[Data entries]

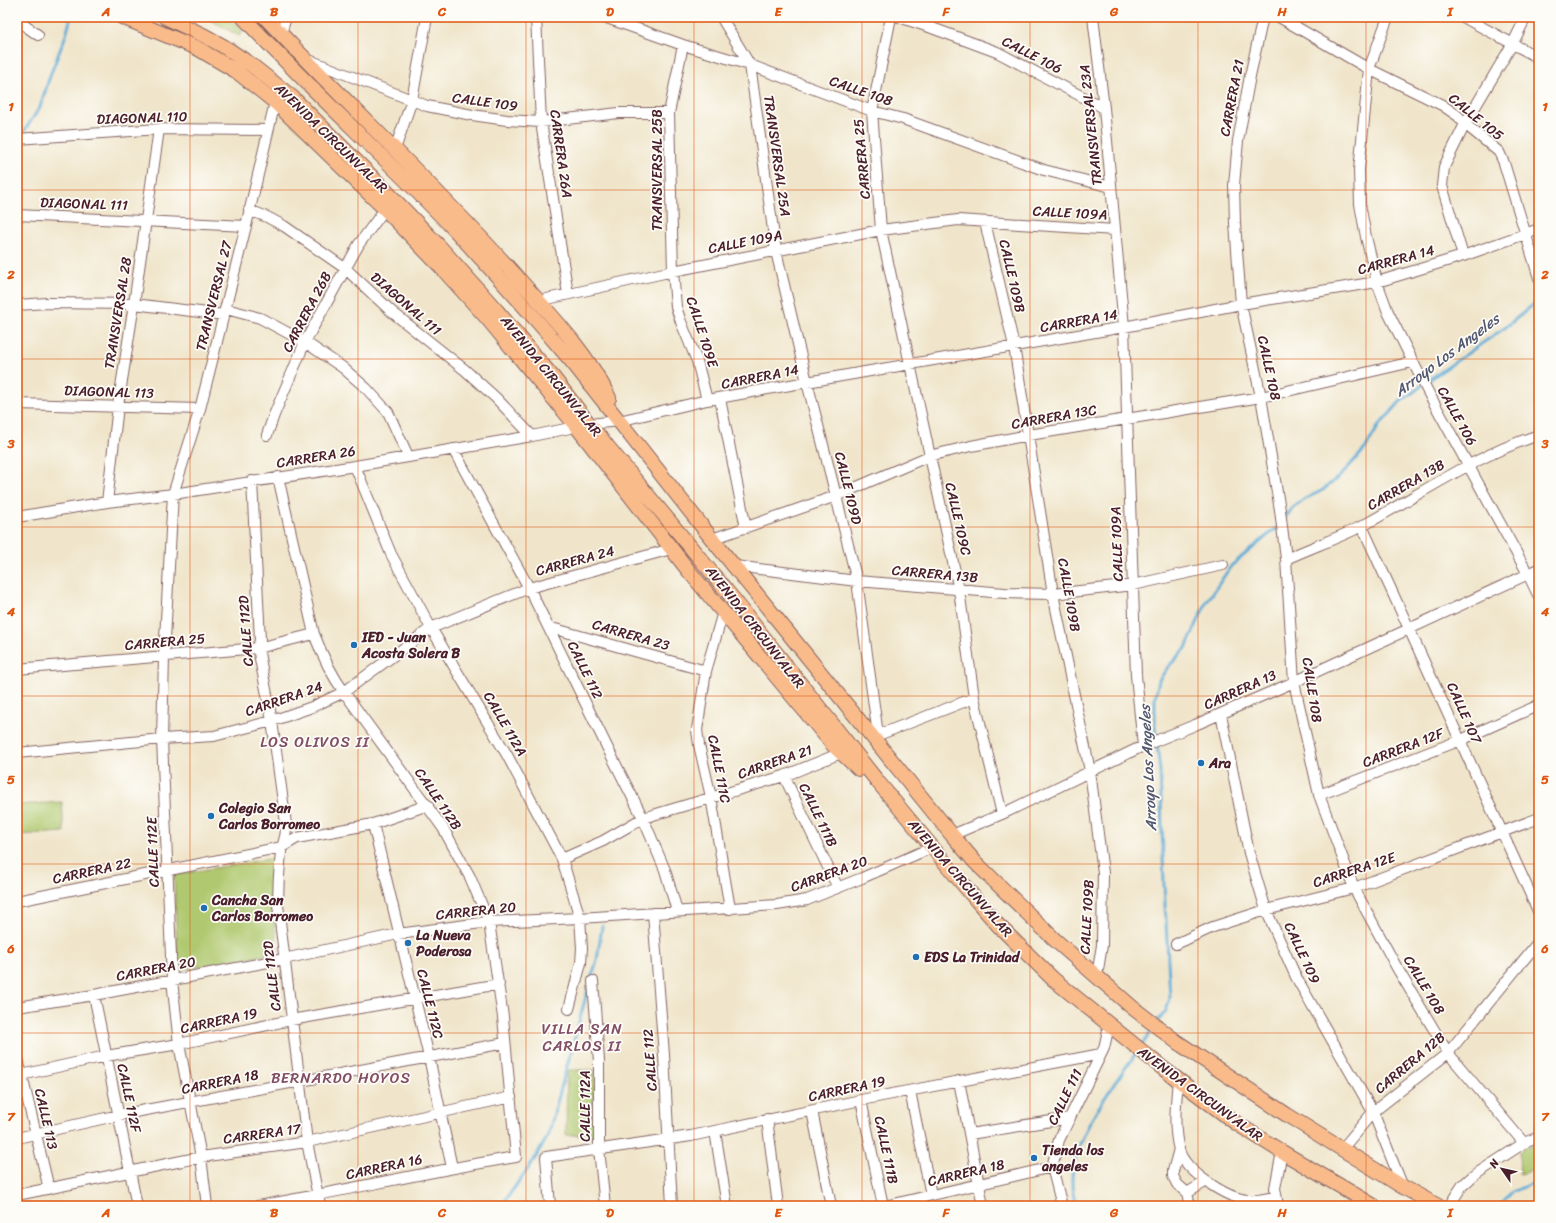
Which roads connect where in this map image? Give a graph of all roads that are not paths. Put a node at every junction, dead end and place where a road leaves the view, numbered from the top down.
1 (122, 17) edge
2 (165, 17) edge
3 (243, 17) edge
4 (265, 17) edge
5 (286, 17) edge
6 (427, 17) edge
7 (536, 17) edge
8 (604, 17) edge
9 (721, 17) edge
10 (891, 17) edge
11 (899, 17) edge
12 (1093, 17) edge
13 (1263, 17) edge
14 (1279, 17) edge
15 (1388, 17) edge
16 (1463, 17) edge
17 (1526, 17) edge
18 (616, 19) edge
19 (17, 20) edge
20 (281, 34) junction
21 (38, 35) dead end
22 (1513, 43) junction
23 (683, 45) junction
24 (1539, 58) edge
25 (306, 59) junction
26 (750, 65) junction
27 (1369, 68) junction
28 (412, 100) junction
29 (275, 102) junction
30 (1104, 108) junction
31 (872, 111) junction
32 (669, 113) junction
33 (540, 122) junction
34 (1465, 124) junction
35 (159, 129) junction
36 (268, 130) junction
37 (20, 138) edge
38 (395, 149) junction
39 (1234, 184) joint
40 (1111, 187) junction
41 (385, 209) junction
42 (249, 210) junction
43 (17, 215) edge
44 (147, 220) junction
45 (986, 222) junction
46 (246, 226) junction
47 (1539, 229) edge
48 (881, 230) junction
49 (1115, 230) junction
50 (1526, 234) junction
51 (776, 251) junction
52 (1463, 256) junction
53 (346, 269) junction
54 (673, 271) junction
55 (1539, 278) edge
56 (1377, 282) junction
57 (568, 294) junction
58 (538, 301) junction
59 (134, 304) junction
60 (1241, 304) junction
61 (17, 306) edge
62 (225, 312) junction
63 (1124, 328) junction
64 (305, 342) junction
65 (1014, 346) junction
66 (1412, 362) junction
67 (910, 364) junction
68 (807, 382) junction
69 (1261, 397) junction
70 (720, 399) junction
71 (707, 400) junction
72 (17, 404) edge
73 (118, 406) junction
74 (200, 409) junction
75 (1128, 419) junction
76 (619, 421) junction
77 (583, 426) junction
78 (1029, 435) junction
79 (1539, 435) edge
80 (268, 436) dead end
81 (532, 436) junction
82 (454, 449) junction
83 (408, 456) junction
84 (929, 456) junction
85 (355, 466) junction
86 (1468, 466) junction
87 (278, 477) junction
88 (252, 481) junction
89 (173, 494) junction
90 (836, 496) junction
91 (107, 502) junction
92 (17, 517) edge
93 (1362, 526) junction
94 (746, 528) junction
95 (712, 539) junction
96 (671, 549) junction
97 (1286, 559) junction
98 (1223, 565) dead end
99 (735, 566) junction
100 (1539, 569) edge
101 (1528, 574) junction
102 (857, 581) junction
103 (1133, 585) junction
104 (529, 588) junction
105 (959, 590) junction
106 (1053, 594) junction
107 (1539, 597) edge
108 (723, 612) junction
109 (548, 627) junction
110 (431, 628) junction
111 (1409, 628) junction
112 (314, 634) junction
113 (258, 648) junction
114 (164, 657) junction
115 (17, 669) edge
116 (706, 671) junction
117 (1294, 682) junction
118 (344, 692) junction
119 (974, 698) junction
120 (1539, 705) edge
121 (1221, 714) junction
122 (272, 721) junction
123 (875, 736) junction
124 (162, 739) junction
125 (1461, 740) junction
126 (1146, 745) junction
127 (17, 753) edge
128 (841, 753) junction
129 (1090, 771) junction
130 (784, 776) junction
131 (878, 782) junction
132 (1319, 795) junction
133 (711, 797) junction
134 (428, 805) junction
135 (1002, 814) junction
136 (644, 818) junction
137 (1539, 818) edge
138 (373, 824) junction
139 (1500, 831) junction
140 (952, 835) junction
141 (282, 847) junction
142 (934, 847) junction
143 (562, 859) junction
144 (168, 870) junction
145 (838, 888) junction
146 (1354, 888) junction
147 (17, 901) edge
148 (730, 909) junction
149 (1266, 910) junction
150 (677, 911) junction
151 (653, 912) junction
152 (1539, 913) edge
153 (580, 918) junction
154 (489, 922) junction
155 (398, 934) junction
156 (1539, 941) edge
157 (1176, 944) dead end
158 (284, 959) junction
159 (1097, 976) junction
160 (172, 980) junction
161 (593, 982) dead end
162 (499, 984) junction
163 (94, 995) junction
164 (415, 1000) junction
165 (17, 1007) edge
166 (569, 1009) dead end
167 (291, 1020) junction
168 (1109, 1026) junction
169 (1122, 1037) junction
170 (505, 1043) junction
171 (180, 1044) junction
172 (1102, 1051) junction
173 (1448, 1053) junction
174 (17, 1055) edge
175 (106, 1056) junction
176 (429, 1057) junction
177 (19, 1076) edge
178 (1178, 1080) junction
179 (299, 1081) junction
180 (959, 1081) junction
181 (910, 1091) junction
182 (511, 1097) junction
183 (861, 1100) junction
184 (191, 1102) junction
185 (812, 1111) junction
186 (441, 1112) junction
187 (1373, 1112) junction
188 (119, 1115) junction
189 (1070, 1118) junction
190 (767, 1119) junction
191 (715, 1131) junction
192 (35, 1134) junction
193 (970, 1134) junction
194 (1539, 1137) edge
195 (17, 1138) edge
196 (668, 1140) junction
197 (306, 1142) junction
198 (1524, 1143) junction
199 (599, 1148) junction
200 (1179, 1149) junction
201 (1342, 1149) junction
202 (1282, 1152) junction
203 (201, 1157) junction
204 (516, 1157) joint
205 (1052, 1167) junction
206 (452, 1168) junction
207 (130, 1172) junction
208 (1205, 1182) junction
209 (980, 1183) junction
210 (1403, 1187) junction
211 (49, 1189) junction
212 (1187, 1193) junction
213 (17, 1195) edge
214 (318, 1195) junction
215 (932, 1195) junction
216 (1277, 1201) edge
217 (1371, 1205) edge
218 (138, 1206) edge
219 (207, 1206) edge
220 (258, 1206) edge
221 (320, 1206) edge
222 (550, 1206) edge
223 (605, 1206) edge
224 (672, 1206) edge
225 (727, 1206) edge
226 (778, 1206) edge
227 (831, 1206) edge
228 (884, 1206) edge
229 (983, 1206) edge
230 (1062, 1206) edge
231 (1190, 1206) edge
232 (1438, 1206) edge
233 (1449, 1206) edge

1 - 29 highway
2 - 77 highway, AVENIDA CIRCUNVALAR
3 - 76 highway, AVENIDA CIRCUNVALAR
4 - 20 highway
5 - 20 street
6 - 28 street
7 - 33 street, CARRERA 26A
8 - 18 street, CALLE 108
9 - 26 street
10 - 31 street, CARRERA 25
11 - 30 street, CALLE 106
12 - 30 street, TRANSVERSAL 23A
13 - 39 street, CARRERA 21
14 - 27 street, CALLE 105
15 - 27 street, CALLE 106
16 - 22 street
17 - 22 street
18 - 23 street, CALLE 108
19 - 21 street
20 - 25 highway
22 - 24 street
22 - 34 street
23 - 26 street, CALLE 108
23 - 32 street, TRANSVERSAL 25B
25 - 28 street, CALLE 109
25 - 38 highway
26 - 31 street, CALLE 108
26 - 51 street, TRANSVERSAL 25A
27 - 34 street, CALLE 105
27 - 56 street, CALLE 106
28 - 33 street, CALLE 109
28 - 38 street
29 - 36 street, TRANSVERSAL 27
29 - 41 highway
30 - 40 street, TRANSVERSAL 23A
31 - 40 street, CALLE 108
31 - 48 street, CARRERA 25
32 - 33 street, CALLE 109
32 - 54 street, TRANSVERSAL 25B
33 - 57 street, CARRERA 26A
34 - 50 street, CALLE 105
34 - 52 street
35 - 36 street, DIAGONAL 110
35 - 37 street, DIAGONAL 110
35 - 44 street, TRANSVERSAL 28
36 - 42 street, TRANSVERSAL 27
38 - 58 highway
39 - 60 street, CALLE 108
40 - 49 street, TRANSVERSAL 23A
41 - 53 street, CARRERA 26B
41 - 77 highway
42 - 46 street, TRANSVERSAL 27
42 - 53 street, DIAGONAL 111
43 - 44 street, DIAGONAL 111
44 - 46 street, DIAGONAL 111
44 - 59 street, TRANSVERSAL 28
45 - 48 street, CALLE 109A
45 - 49 street, CALLE 109A
45 - 65 street, CALLE 109B
46 - 62 street, TRANSVERSAL 27
47 - 50 street, CARRERA 14
48 - 51 street, CALLE 109A
48 - 67 street, CALLE 109C
49 - 63 street, CALLE 109A
50 - 52 street, CARRERA 14
50 - 55 street, CALLE 105
51 - 54 street, CALLE 109A
51 - 68 street, CALLE 109D
52 - 56 street, CARRERA 14
53 - 64 street, CARRERA 26B
53 - 81 street, DIAGONAL 111
54 - 57 street, CALLE 109A
54 - 71 street, CALLE 109E
56 - 60 street, CARRERA 14
56 - 66 street, CALLE 106
57 - 58 street, CALLE 109A
58 - 76 highway
59 - 61 street
59 - 62 street
59 - 73 street, TRANSVERSAL 28
60 - 63 street, CARRERA 14
60 - 69 street, CALLE 108
62 - 64 street
62 - 74 street, TRANSVERSAL 27
63 - 65 street, CARRERA 14
63 - 75 street, CALLE 109A
64 - 80 street, CARRERA 26B
64 - 83 street
65 - 67 street, CARRERA 14
65 - 78 street, CALLE 109B
66 - 69 street, CARRERA 13C
66 - 86 street, CALLE 106
67 - 68 street, CARRERA 14
67 - 84 street, CALLE 109C
68 - 70 street, CARRERA 14
68 - 90 street, CALLE 109D
69 - 75 street, CARRERA 13C
69 - 97 street, CALLE 108
70 - 71 street, CARRERA 14
70 - 94 street
71 - 76 street, CARRERA 14
72 - 73 street, DIAGONAL 113
73 - 74 street, DIAGONAL 113
73 - 91 street, TRANSVERSAL 28
74 - 89 street, TRANSVERSAL 27
75 - 78 street, CARRERA 13C
75 - 103 street, CALLE 109A
76 - 77 street, CARRERA 26
76 - 95 highway, AVENIDA CIRCUNVALAR
77 - 81 street, CARRERA 26
77 - 96 highway
77 - 131 highway, AVENIDA CIRCUNVALAR
78 - 84 street, CARRERA 13C
78 - 106 street, CALLE 109B
79 - 86 street, CARRERA 13B
81 - 82 street, CARRERA 26
82 - 83 street, CARRERA 26
82 - 104 street, CALLE 112
83 - 85 street, CARRERA 26
84 - 90 street, CARRERA 13C
84 - 105 street, CALLE 109C
85 - 87 street, CARRERA 26
85 - 110 street, CALLE 112A
86 - 93 street, CARRERA 13B
86 - 101 street, CALLE 106
87 - 88 street, CARRERA 26
87 - 112 street, CALLE 112B
88 - 89 street, CARRERA 26
88 - 113 street, CALLE 112D
89 - 91 street, CARRERA 26
89 - 114 street, CALLE 112E
90 - 94 street, CARRERA 13C
90 - 102 street, CALLE 109D
91 - 92 street, CARRERA 26
93 - 97 street, CARRERA 13B
93 - 111 street, CALLE 107
94 - 95 street, CARRERA 13C
95 - 99 highway, AVENIDA CIRCUNVALAR
96 - 104 street, CARRERA 24
96 - 108 highway
97 - 117 street, CALLE 108
98 - 103 street, CARRERA 13B
99 - 102 street, CARRERA 13B
99 - 123 highway, AVENIDA CIRCUNVALAR
100 - 101 street, CARRERA 13
101 - 107 street, CALLE 106
101 - 111 street, CARRERA 13
102 - 105 street, CARRERA 13B
102 - 123 street, CALLE 109D
103 - 106 street, CARRERA 13B
103 - 126 street, CALLE 109A
104 - 109 street, CALLE 112
104 - 110 street, CARRERA 24
105 - 106 street, CARRERA 13B
105 - 119 street, CALLE 109C
106 - 129 street, CALLE 109B
108 - 116 street, CALLE 111C
108 - 128 highway
109 - 116 street, CARRERA 23
109 - 136 street, CALLE 112
110 - 118 street, CARRERA 24
110 - 143 street, CALLE 112A
111 - 117 street, CARRERA 13
111 - 125 street, CALLE 107
112 - 113 street, CARRERA 25
112 - 118 street, CALLE 112B
113 - 114 street, CARRERA 25
113 - 122 street, CALLE 112D
114 - 115 street, CARRERA 25
114 - 124 street, CALLE 112E
116 - 133 street, CALLE 111C
117 - 121 street, CARRERA 13
117 - 132 street, CALLE 108
118 - 122 street, CARRERA 24
118 - 134 street, CALLE 112B
119 - 123 street
119 - 135 street, CALLE 109C
120 - 125 street, CARRERA 12F
121 - 126 street, CARRERA 13
121 - 149 street, CALLE 109
122 - 124 street, CARRERA 24
122 - 141 street, CALLE 112D
123 - 140 highway, AVENIDA CIRCUNVALAR
124 - 127 street, CARRERA 24
124 - 144 street, CALLE 112E
125 - 132 street, CARRERA 12F
125 - 139 street, CALLE 107
126 - 129 street, CARRERA 13
128 - 130 street, CARRERA 21
128 - 131 highway
129 - 135 street, CARRERA 13
129 - 159 street, CALLE 109B
130 - 133 street, CARRERA 21
130 - 145 street, CALLE 111B
131 - 142 highway, AVENIDA CIRCUNVALAR
132 - 146 street, CALLE 108
133 - 136 street, CARRERA 21
133 - 148 street, CALLE 111C
134 - 138 street, CARRERA 22
134 - 154 street, CALLE 112B
135 - 140 street, CARRERA 13
136 - 143 street, CARRERA 21
136 - 150 street, CALLE 112
137 - 139 street, CARRERA 12E
138 - 141 street, CARRERA 22
138 - 155 street, CALLE 112C
139 - 146 street, CARRERA 12E
139 - 152 street, CALLE 107
140 - 159 highway, AVENIDA CIRCUNVALAR
141 - 144 street, CARRERA 22
141 - 158 street, CALLE 112D
142 - 145 street, CARRERA 20
142 - 168 highway, AVENIDA CIRCUNVALAR
143 - 153 street, CALLE 112A
144 - 147 street, CARRERA 22
144 - 160 street, CALLE 112E
145 - 148 street, CARRERA 20
146 - 149 street, CARRERA 12E
146 - 173 street, CALLE 108
148 - 150 street, CARRERA 20
149 - 157 street, CARRERA 12E
149 - 187 street, CALLE 109
150 - 151 street, CARRERA 20
151 - 153 street, CARRERA 20
151 - 196 street, CALLE 112
153 - 154 street, CARRERA 20
153 - 166 street, CALLE 112A
154 - 155 street, CARRERA 20
154 - 162 street, CALLE 112B
155 - 158 street, CARRERA 20
155 - 164 street, CALLE 112C
156 - 173 street, CARRERA 12B
158 - 160 street, CARRERA 20
158 - 167 street, CALLE 112D
159 - 201 highway, AVENIDA CIRCUNVALAR
160 - 163 street, CARRERA 20
160 - 171 street, CALLE 112E
161 - 199 street, CALLE 112A
162 - 164 street, CARRERA 19
162 - 170 street, CALLE 112B
163 - 165 street, CARRERA 20
163 - 175 street, CALLE 112F
164 - 167 street, CARRERA 19
164 - 176 street, CALLE 112C
167 - 171 street, CARRERA 19
167 - 179 street, CALLE 112D
168 - 169 highway, AVENIDA CIRCUNVALAR
168 - 172 street, CALLE 111
169 - 172 street, CALLE 111
169 - 178 highway, AVENIDA CIRCUNVALAR
170 - 176 street, CARRERA 18
170 - 182 street, CALLE 112B
171 - 175 street, CARRERA 19
171 - 184 street, CALLE 112E
172 - 180 street, CARRERA 19
172 - 189 street, CALLE 111
173 - 187 street, CARRERA 12B
173 - 198 street, CALLE 108
174 - 177 street, CALLE 113
175 - 177 street, CARRERA 19
175 - 188 street, CALLE 112F
176 - 179 street, CARRERA 18
176 - 186 street, CALLE 112C
177 - 192 street, CALLE 113
178 - 200 street
178 - 202 highway, AVENIDA CIRCUNVALAR
179 - 184 street, CARRERA 18
179 - 197 street, CALLE 112D
180 - 181 street, CARRERA 19
180 - 193 street
181 - 183 street, CARRERA 19
181 - 215 street
182 - 186 street, CARRERA 17
182 - 204 street, CALLE 112B
183 - 185 street, CARRERA 19
183 - 228 street, CALLE 111B
184 - 188 street, CARRERA 18
184 - 203 street, CALLE 112E
185 - 190 street, CARRERA 19
185 - 227 street
186 - 197 street, CARRERA 17
186 - 206 street, CALLE 112C
187 - 201 street, CARRERA 12B
187 - 210 street, CALLE 109
188 - 192 street, CARRERA 18
188 - 207 street, CALLE 112F
189 - 193 street
189 - 205 street, CALLE 111
190 - 191 street, CARRERA 19
190 - 226 street
191 - 196 street, CARRERA 19
191 - 225 street
192 - 195 street, CARRERA 18
192 - 211 street, CALLE 113
193 - 209 street
194 - 198 street
196 - 199 street, CARRERA 19
196 - 224 street, CALLE 112
197 - 203 street, CARRERA 17
197 - 214 street, CALLE 112D
198 - 233 street
199 - 222 street
199 - 223 street, CALLE 112A
200 - 208 street
200 - 212 street
201 - 210 highway, AVENIDA CIRCUNVALAR
202 - 216 street
202 - 217 highway, AVENIDA CIRCUNVALAR
203 - 207 street, CARRERA 17
203 - 219 street, CALLE 112E
204 - 206 street, CARRERA 16
205 - 209 street, CARRERA 18
205 - 230 street, CALLE 111
206 - 214 street, CARRERA 16
207 - 211 street, CARRERA 17
207 - 218 street, CALLE 112F
208 - 212 street
208 - 216 street
209 - 215 street, CARRERA 18
209 - 229 street
210 - 232 highway, AVENIDA CIRCUNVALAR
211 - 213 street, CARRERA 17
212 - 231 street
214 - 220 street, CARRERA 16
214 - 221 street, CALLE 112D
215 - 228 street, CARRERA 18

- **About this exercise**
Copy out the lines above with "dead" in them.

- **Written answer**
Which roads connect where in this map image? Give a graph of all roads that are not paths. Put a node at every junction, dead end and place where a road leaves the view, numbered from the top down.
21 (38, 35) dead end
80 (268, 436) dead end
98 (1223, 565) dead end
157 (1176, 944) dead end
161 (593, 982) dead end
166 (569, 1009) dead end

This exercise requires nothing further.